Stored items
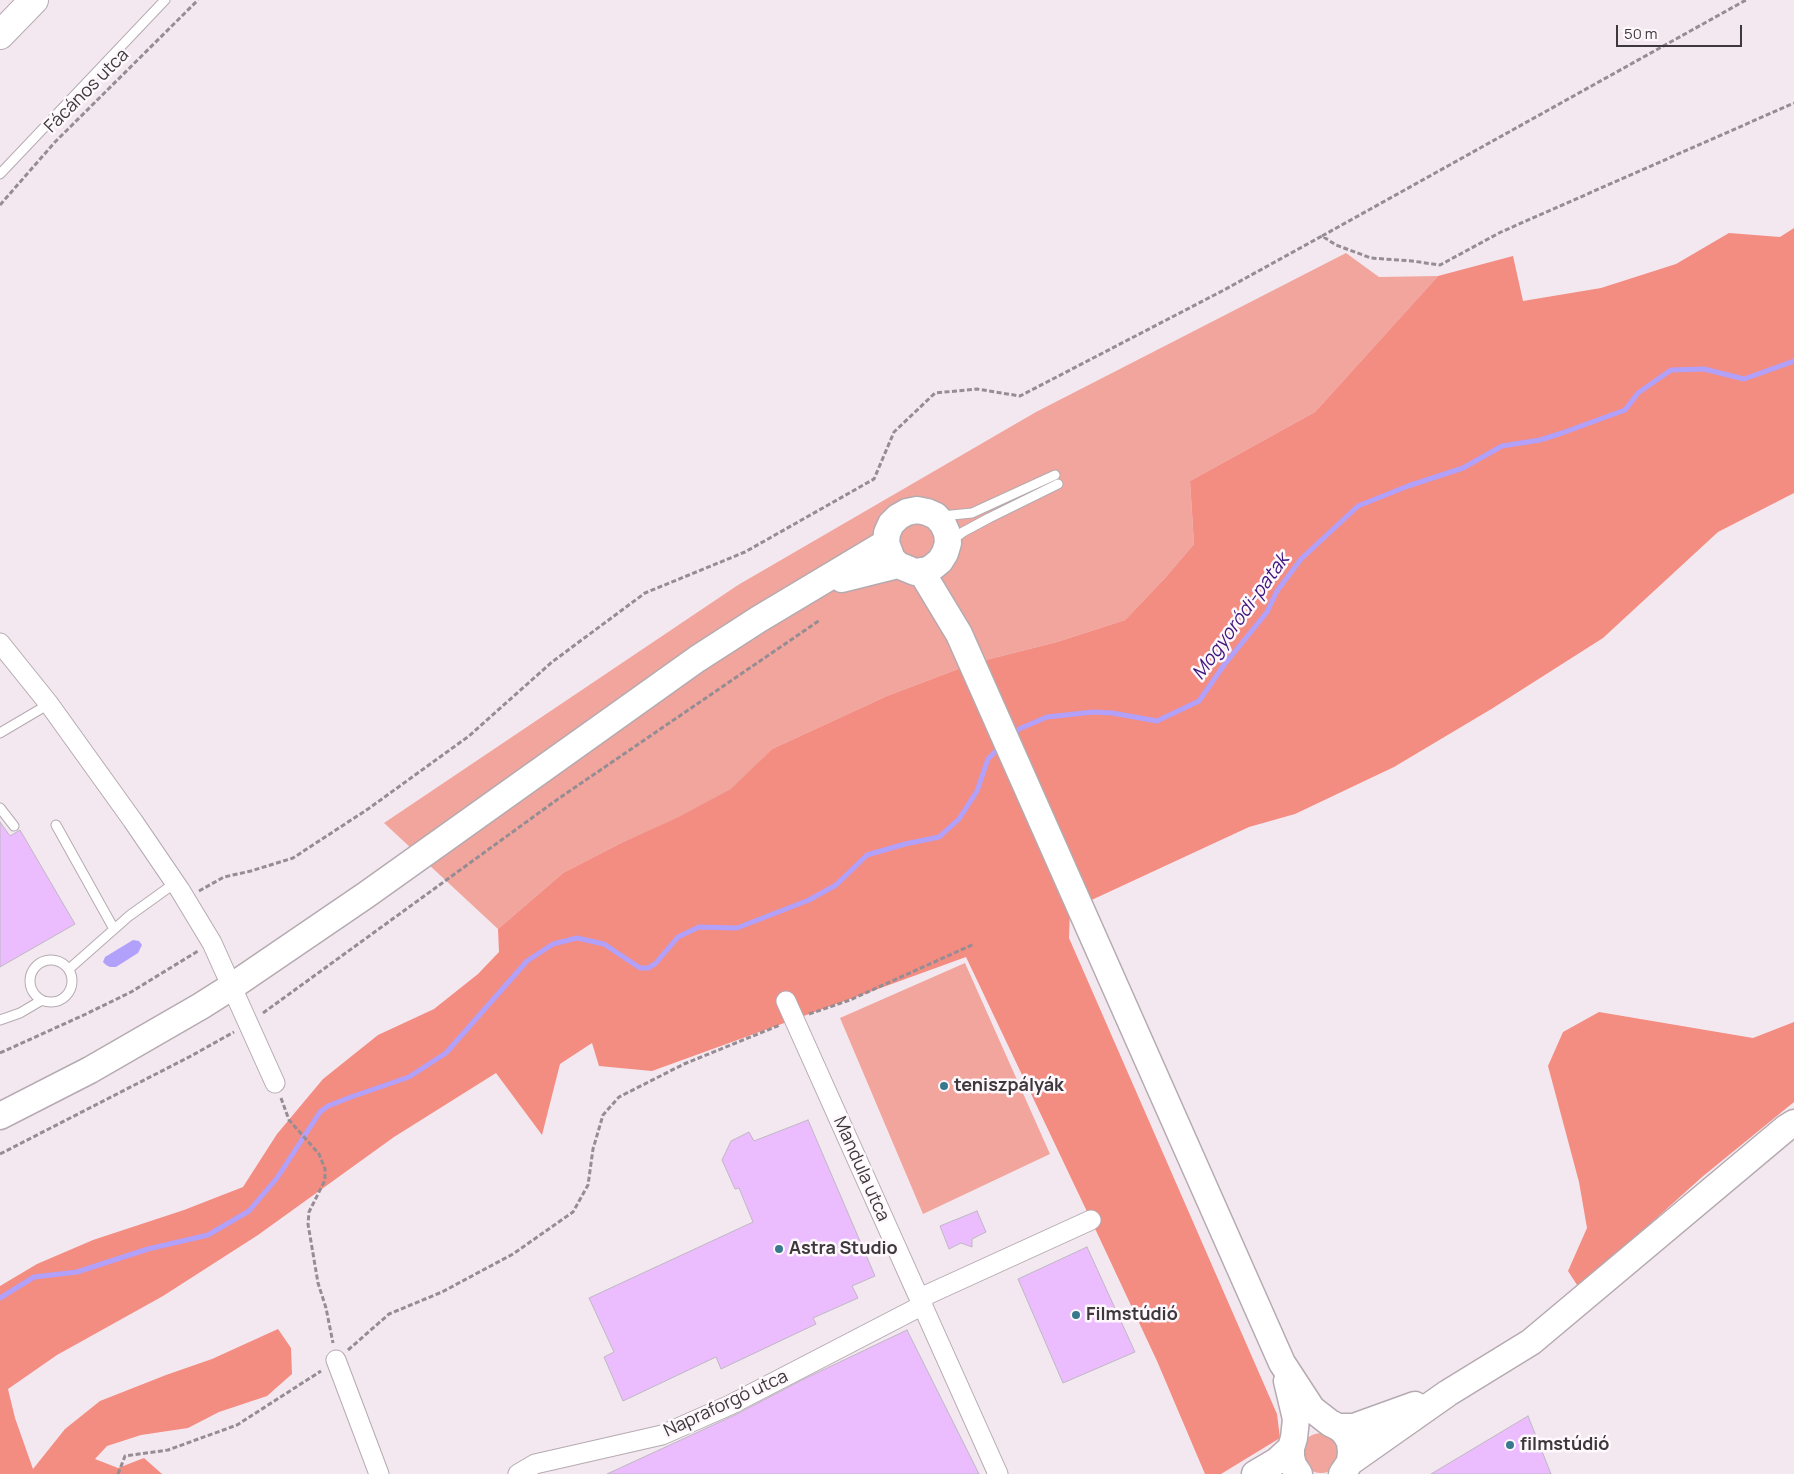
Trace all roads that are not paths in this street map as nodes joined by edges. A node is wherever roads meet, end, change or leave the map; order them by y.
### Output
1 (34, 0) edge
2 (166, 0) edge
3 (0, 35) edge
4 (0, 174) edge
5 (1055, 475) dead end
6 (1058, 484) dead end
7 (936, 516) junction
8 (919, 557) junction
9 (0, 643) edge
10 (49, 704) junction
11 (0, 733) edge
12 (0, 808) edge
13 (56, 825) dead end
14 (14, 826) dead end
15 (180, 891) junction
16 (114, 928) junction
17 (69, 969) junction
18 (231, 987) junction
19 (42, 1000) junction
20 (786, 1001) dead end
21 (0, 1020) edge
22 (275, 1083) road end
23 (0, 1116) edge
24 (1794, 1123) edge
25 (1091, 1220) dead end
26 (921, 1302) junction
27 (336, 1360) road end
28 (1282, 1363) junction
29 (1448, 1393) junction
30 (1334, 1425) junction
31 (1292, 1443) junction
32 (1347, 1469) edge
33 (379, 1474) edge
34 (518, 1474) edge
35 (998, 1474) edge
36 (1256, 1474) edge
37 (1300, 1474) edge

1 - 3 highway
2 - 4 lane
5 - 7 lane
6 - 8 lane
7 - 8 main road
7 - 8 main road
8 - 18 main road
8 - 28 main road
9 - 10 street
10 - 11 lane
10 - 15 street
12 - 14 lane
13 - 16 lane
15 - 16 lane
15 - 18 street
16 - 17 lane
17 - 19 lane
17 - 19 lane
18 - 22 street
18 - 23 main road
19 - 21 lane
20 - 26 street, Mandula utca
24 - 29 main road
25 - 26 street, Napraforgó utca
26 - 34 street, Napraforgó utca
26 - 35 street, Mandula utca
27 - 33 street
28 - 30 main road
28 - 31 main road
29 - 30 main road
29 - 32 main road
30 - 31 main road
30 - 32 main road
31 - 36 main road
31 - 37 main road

==

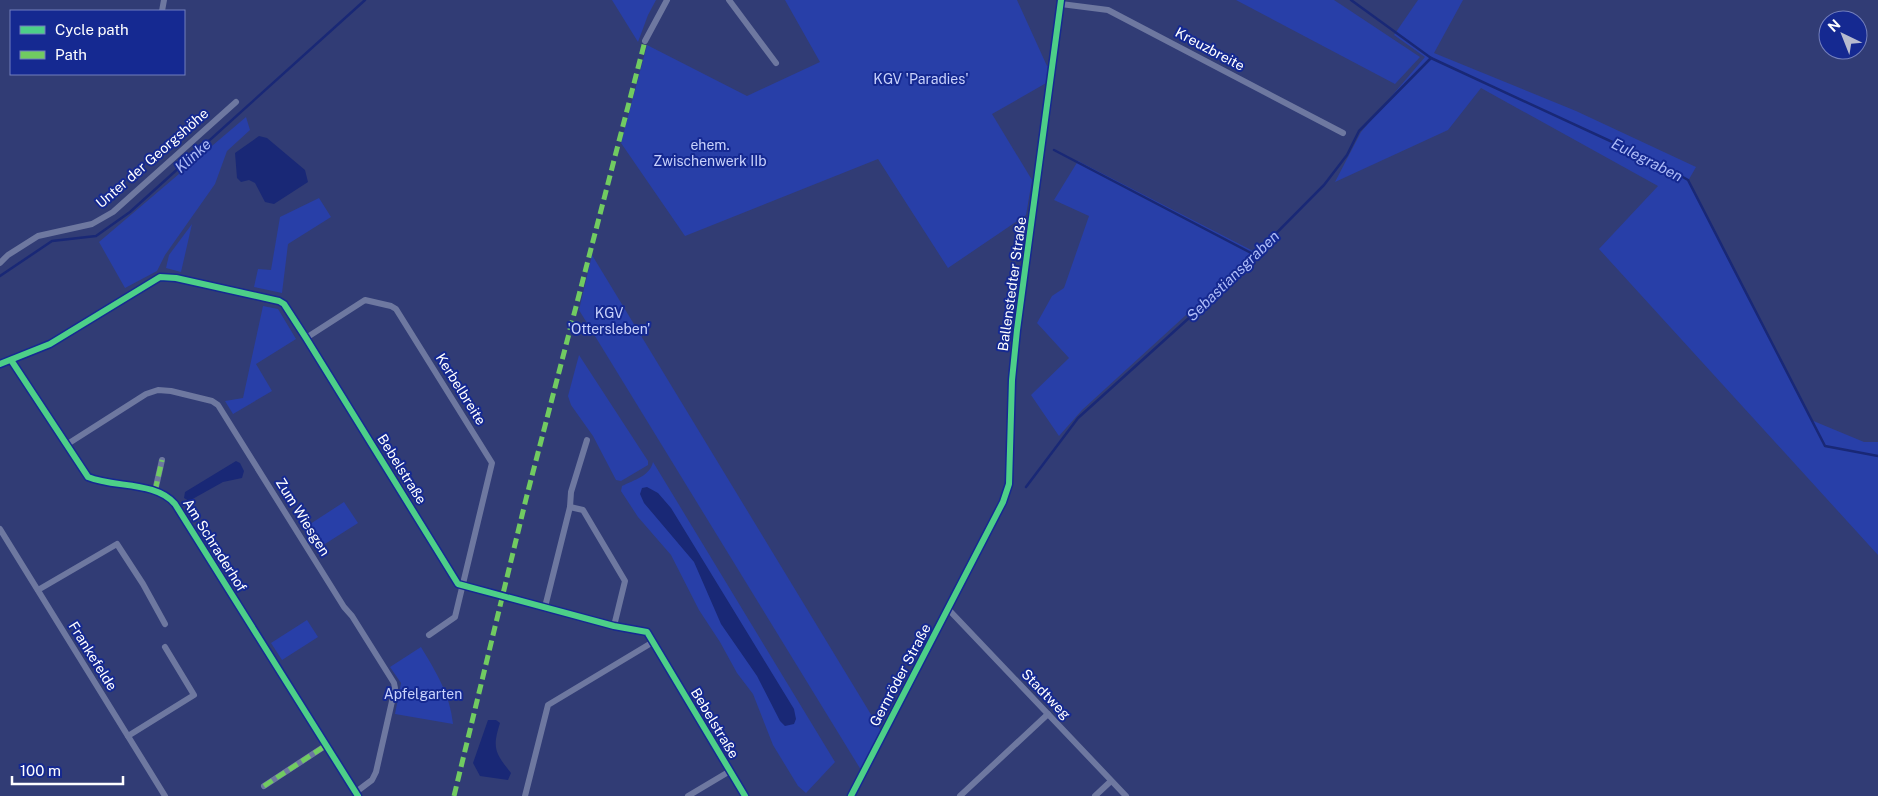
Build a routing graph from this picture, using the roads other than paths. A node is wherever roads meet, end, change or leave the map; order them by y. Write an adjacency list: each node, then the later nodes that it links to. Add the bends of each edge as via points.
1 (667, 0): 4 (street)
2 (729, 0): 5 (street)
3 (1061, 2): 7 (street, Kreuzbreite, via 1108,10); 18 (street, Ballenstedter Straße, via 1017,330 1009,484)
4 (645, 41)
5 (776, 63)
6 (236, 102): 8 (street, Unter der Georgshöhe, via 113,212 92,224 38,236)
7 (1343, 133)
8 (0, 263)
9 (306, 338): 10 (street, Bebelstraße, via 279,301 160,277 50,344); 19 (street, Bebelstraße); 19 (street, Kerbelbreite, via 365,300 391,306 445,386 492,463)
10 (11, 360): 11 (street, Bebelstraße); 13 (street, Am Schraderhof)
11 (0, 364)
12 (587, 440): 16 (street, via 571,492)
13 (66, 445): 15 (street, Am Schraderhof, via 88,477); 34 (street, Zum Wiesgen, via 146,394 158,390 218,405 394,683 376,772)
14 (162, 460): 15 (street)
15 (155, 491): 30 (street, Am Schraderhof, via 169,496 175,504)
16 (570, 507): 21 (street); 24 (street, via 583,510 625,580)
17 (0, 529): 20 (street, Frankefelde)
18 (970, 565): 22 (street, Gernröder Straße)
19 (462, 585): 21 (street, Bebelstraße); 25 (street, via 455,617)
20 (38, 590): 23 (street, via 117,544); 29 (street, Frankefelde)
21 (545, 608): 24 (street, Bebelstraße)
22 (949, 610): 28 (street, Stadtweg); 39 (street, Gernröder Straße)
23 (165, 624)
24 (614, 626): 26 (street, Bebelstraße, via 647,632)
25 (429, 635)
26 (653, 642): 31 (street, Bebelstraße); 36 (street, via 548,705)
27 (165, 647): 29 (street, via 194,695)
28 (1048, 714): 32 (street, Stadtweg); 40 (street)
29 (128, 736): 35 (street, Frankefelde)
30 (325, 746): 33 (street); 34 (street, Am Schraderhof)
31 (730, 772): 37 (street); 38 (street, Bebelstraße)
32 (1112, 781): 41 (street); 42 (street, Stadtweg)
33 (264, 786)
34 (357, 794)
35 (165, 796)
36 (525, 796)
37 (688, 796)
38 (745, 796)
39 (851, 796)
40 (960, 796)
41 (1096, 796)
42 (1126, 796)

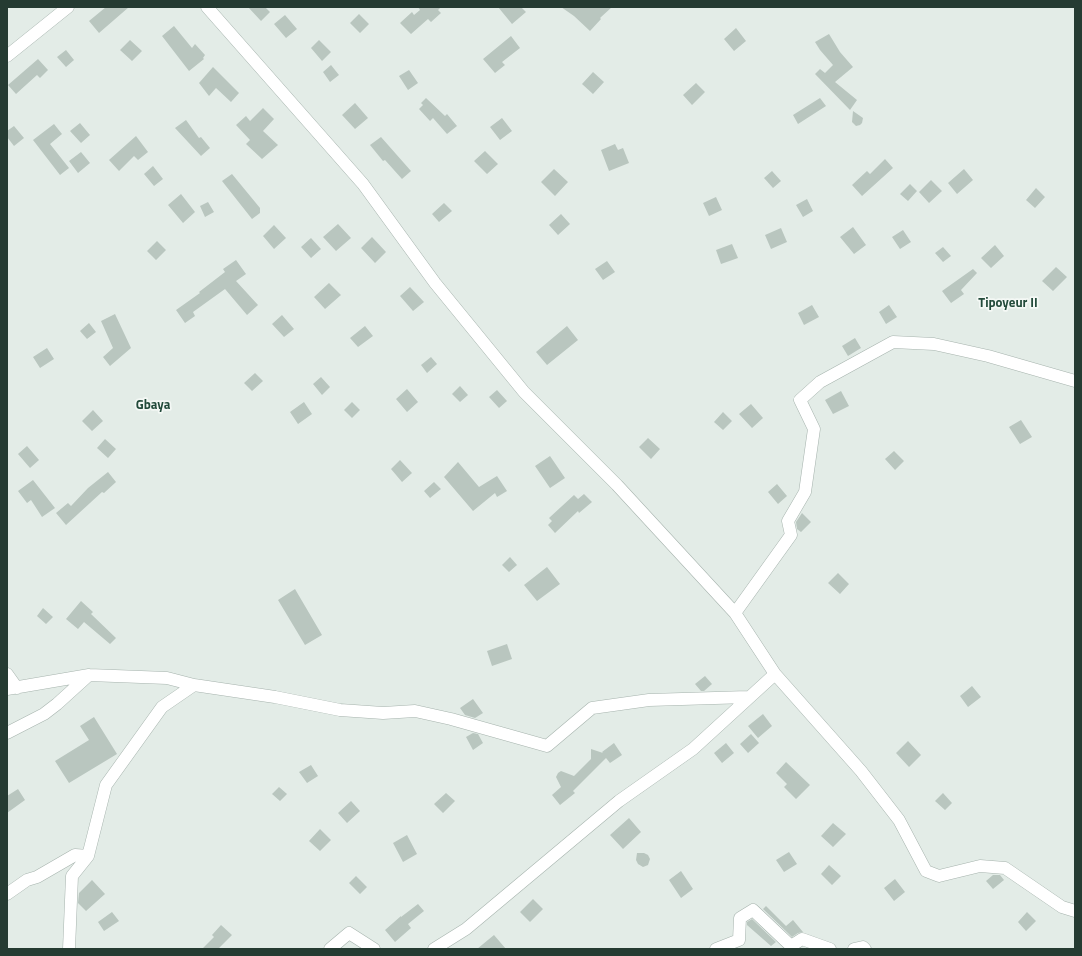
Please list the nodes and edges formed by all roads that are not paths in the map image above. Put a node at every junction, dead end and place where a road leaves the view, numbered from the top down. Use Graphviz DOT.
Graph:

• [What to do]:
Could you state how many lines in the entries contain the word "edges"? Reply with nothing but the number.

• [Reply to the exercise]:
2